Ashamed, she stopped going to school. Her family was struggling financially after paying for her treatment in India, and relatives made sure they knew they were a burden. Days passed in darkness. The future felt dark.
But a small window of hope opened.
A national newspaper, working to rehabilitate acid attack survivors, found her and helped her set up a small grocery shop near her home. It was a simple business, but for Ratna it meant something bigger—independence. She began earning a little money and contributing to her family.
Her teachers and friends visited and begged her to return to school. Ratna refused at first, worried that people would stare at her scars.
"You are stronger than this," her teachers told her.
Those words motivated her to move forward with her life.
They left scars on my skin, but not on my ambition.
Ratna went back. She worked at the shop in the mornings and studied in the afternoons. Slowly, she rebuilt her confidence.
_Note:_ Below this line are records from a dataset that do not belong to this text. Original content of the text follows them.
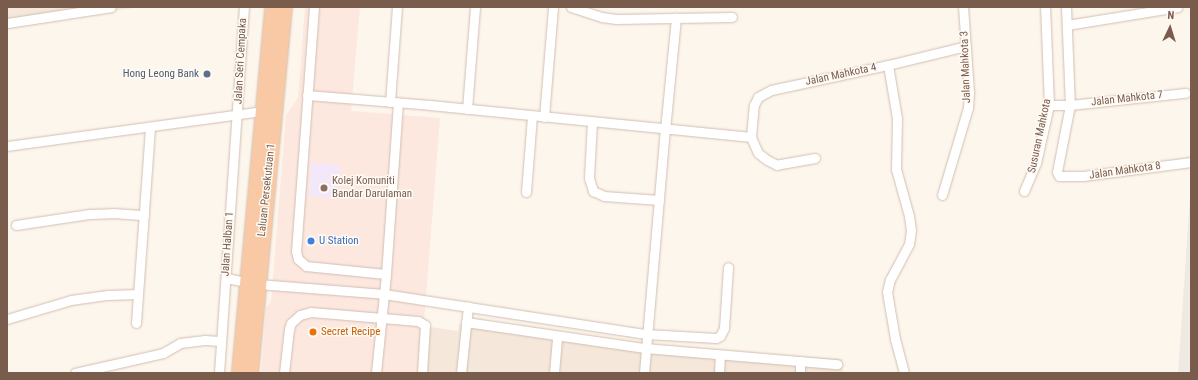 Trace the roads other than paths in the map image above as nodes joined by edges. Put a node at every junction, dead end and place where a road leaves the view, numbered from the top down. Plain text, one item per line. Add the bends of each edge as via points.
1 (110, 7) edge
2 (244, 7) edge
3 (272, 7) edge
4 (285, 7) edge
5 (314, 7) edge
6 (397, 7) edge
7 (475, 7) edge
8 (553, 7) edge
9 (571, 7) edge
10 (963, 7) edge
11 (1045, 7) edge
12 (1066, 7) edge
13 (1178, 7) edge
14 (588, 10) edge
15 (732, 17) dead end
16 (676, 18) junction
17 (7, 23) edge
18 (1068, 25) junction
19 (966, 46) junction
20 (888, 65) junction
21 (1185, 93) dead end
22 (308, 95) junction
23 (394, 102) junction
24 (1049, 105) junction
25 (1070, 106) junction
26 (467, 109) junction
27 (263, 111) junction
28 (238, 115) junction
29 (532, 116) junction
30 (544, 117) junction
31 (592, 122) junction
32 (150, 127) junction
33 (665, 130) junction
34 (751, 137) junction
35 (7, 146) edge
36 (815, 158) dead end
37 (1191, 162) edge
38 (1024, 191) dead end
39 (526, 192) dead end
40 (942, 195) dead end
41 (659, 200) junction
42 (144, 215) junction
43 (16, 225) dead end
44 (728, 267) dead end
45 (386, 274) junction
46 (226, 278) junction
47 (253, 283) junction
48 (138, 294) junction
49 (384, 294) junction
50 (468, 306) junction
51 (7, 319) edge
52 (381, 319) junction
53 (136, 322) dead end
54 (466, 322) junction
55 (646, 334) junction
56 (557, 336) junction
57 (220, 341) junction
58 (645, 348) junction
59 (720, 356) junction
60 (800, 361) junction
61 (837, 364) dead end
62 (75, 373) edge
63 (218, 373) edge
64 (239, 373) edge
65 (250, 373) edge
66 (284, 373) edge
67 (376, 373) edge
68 (422, 373) edge
69 (462, 373) edge
70 (554, 373) edge
71 (644, 373) edge
72 (718, 373) edge
73 (800, 373) edge
74 (904, 373) edge

1 - 17 street
2 - 28 street, Jalan Seri Cempaka
3 - 27 highway, Laluan Persekutuan 1
4 - 47 highway, Laluan Persekutuan 1
5 - 22 street
6 - 23 street
7 - 26 street
8 - 30 street
9 - 14 street
10 - 19 street, Jalan Mahkota 3
11 - 24 street, Susuran Mahkota
12 - 18 street
13 - 18 street
14 - 16 street via 616,19
15 - 16 street
16 - 33 street
18 - 25 street
19 - 20 street, Jalan Mahkota 4
19 - 40 street, Jalan Mahkota 3 via 968,108
20 - 34 street, Jalan Mahkota 4 via 762,93 755,100
20 - 74 street via 897,118 896,169 911,230 909,244 890,279 887,292
21 - 25 street, Jalan Mahkota 7
22 - 23 street
22 - 45 street via 296,251 298,259 306,266
23 - 26 street
23 - 45 street
24 - 25 street, Jalan Mahkota 7
24 - 38 street, Susuran Mahkota via 1036,163
25 - 37 street, Jalan Mahkota 8 via 1057,172 1059,176 1083,176
26 - 29 street
27 - 28 street
27 - 47 highway, Laluan Persekutuan 1
28 - 32 street
28 - 46 street, Jalan Halban 1
29 - 30 street
29 - 39 street
30 - 31 street
31 - 33 street
31 - 41 street via 590,178 593,191 604,196
32 - 35 street
32 - 42 street
33 - 34 street
33 - 41 street
34 - 36 street via 758,153 777,165
41 - 55 street
42 - 43 street via 89,214
42 - 48 street
44 - 55 street via 724,328 720,336 716,338
45 - 49 street
46 - 47 street
46 - 57 street, Jalan Halban 1
47 - 49 street
47 - 64 highway, Laluan Persekutuan 1
47 - 65 highway, Laluan Persekutuan 1
48 - 51 street via 71,300
48 - 53 street
49 - 50 street
49 - 52 street
50 - 54 street
50 - 55 street
52 - 66 street via 311,312 300,315 291,323 289,330
52 - 67 street
52 - 68 street via 418,321 425,325
54 - 56 street
54 - 69 street
55 - 58 street
56 - 58 street
56 - 70 street
57 - 62 street via 180,343 163,353
57 - 63 street, Jalan Halban 1
58 - 59 street
58 - 71 street
59 - 60 street
59 - 72 street
60 - 61 street
60 - 73 street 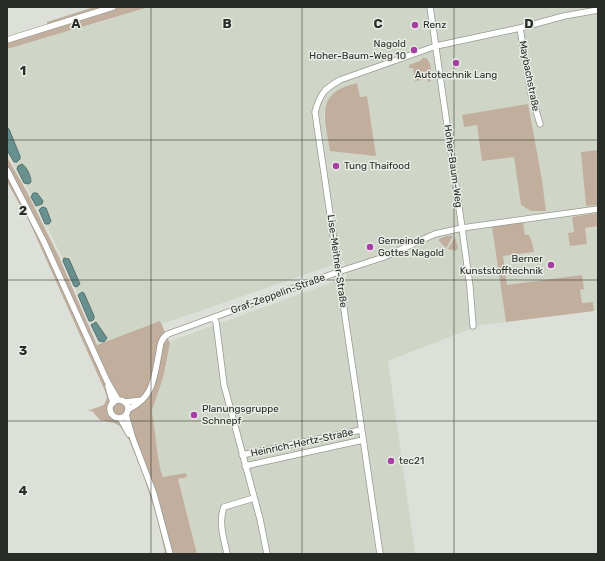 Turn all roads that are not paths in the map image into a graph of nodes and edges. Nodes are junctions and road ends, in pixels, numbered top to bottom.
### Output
1 (113, 7) edge
2 (430, 7) edge
3 (598, 10) edge
4 (520, 28) junction
5 (7, 40) edge
6 (436, 46) junction
7 (540, 124) dead end
8 (7, 170) edge
9 (598, 209) edge
10 (462, 228) junction
11 (338, 272) junction
12 (213, 318) junction
13 (473, 326) dead end
14 (142, 400) junction
15 (116, 401) junction
16 (126, 402) junction
17 (129, 409) junction
18 (126, 415) junction
19 (120, 418) junction
20 (361, 430) junction
21 (133, 439) junction
22 (363, 440) junction
23 (242, 455) junction
24 (245, 466) junction
25 (254, 498) junction
26 (170, 554) edge
27 (227, 554) edge
28 (267, 554) edge
29 (380, 554) edge

1 - 5 street
2 - 6 street, Hoher-Baum-Weg
3 - 4 street, Lise-Meitner-Straße
4 - 6 street, Lise-Meitner-Straße
4 - 7 street, Maybachstraße
6 - 10 street, Hoher-Baum-Weg
6 - 11 street, Lise-Meitner-Straße
8 - 15 street
9 - 10 street, Graf-Zeppelin-Straße
10 - 11 street, Graf-Zeppelin-Straße
10 - 13 street, Hoher-Baum-Weg
11 - 12 street, Graf-Zeppelin-Straße
11 - 20 street, Lise-Meitner-Straße
12 - 14 street, Graf-Zeppelin-Straße
12 - 23 street
14 - 16 street
14 - 17 street, Graf-Zeppelin-Straße
15 - 16 street
15 - 19 street
16 - 17 street
17 - 18 street
18 - 19 street
18 - 21 street
19 - 21 street
20 - 22 street, Lise-Meitner-Straße
20 - 23 street, Heinrich-Hertz-Straße
21 - 26 street
22 - 24 street, Heinrich-Hertz-Straße
22 - 29 street, Lise-Meitner-Straße
23 - 24 street
24 - 25 street
25 - 27 street
25 - 28 street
She finished school, then moved her family to Jhenaidah city so she and her siblings could pursue higher education.
She enrolled in college, took a job tutoring students, and continued her studies every evening. Eventually, she completed both her bachelor's and master's degrees—something that once felt impossible.
During those years, the Acid Survivors Foundation supported her ongoing treatment and therapy, easing a burden her family could never have carried alone.
In 2018, Ratna's journey took its most meaningful turn. She joined BRAC's Human Rights and Legal Aid Services (HRLS) programme. She was no longer just a survivor but now an advocate.
Today, Ratna is an HRLS officer in Khulna, supporting women who are fighting battles she understands all too well: domestic violence, rape, acid attacks, sexual harassment, and abandonment. She guides survivors through legal processes, helps them access support, and stands beside women whom society tries to silence.
"Many women arrive broken," she shared. "They think they deserve the violence. They believe no one will stand with them. I tell them: you are not alone. What happened to you is not your fault."
Her own journey gives survivors strength. When they see her scars, they see proof that life after violence is possible.
Ratna is proudest of what she has been able to rebuild at home. She supported her siblings through higher education; both are now building professional careers. Her family, once shattered, now stands tall again.
"People tried to ruin me," she commented. "They left scars on my skin, but not on my ambition."
There were moments, she admits, when the pain pushed her to the edge—moments when ending her life felt easier than surviving it. But she found courage. She kept going.
And now she fights so that other women don't lose hope.
"Women like me should not give up. We can be change-makers. Our suffering is not the end of our story. We can write a new one," Ratna explained.
Her dream is simple: a world where no girl suffers what she did. A world where survivors are believed, supported, and treated with dignity.
Today, Ratna stands in courtrooms, in police stations, in crowded homes where arguments turn violent. She listens, advises, guides and fights—because she knows what it feels like to have no one standing beside you.
Her scars are permanent and so is her strength.
"I survived an acid attack at 15. I am 37 now. I am still fighting, but today, I am fighting for others," she concluded.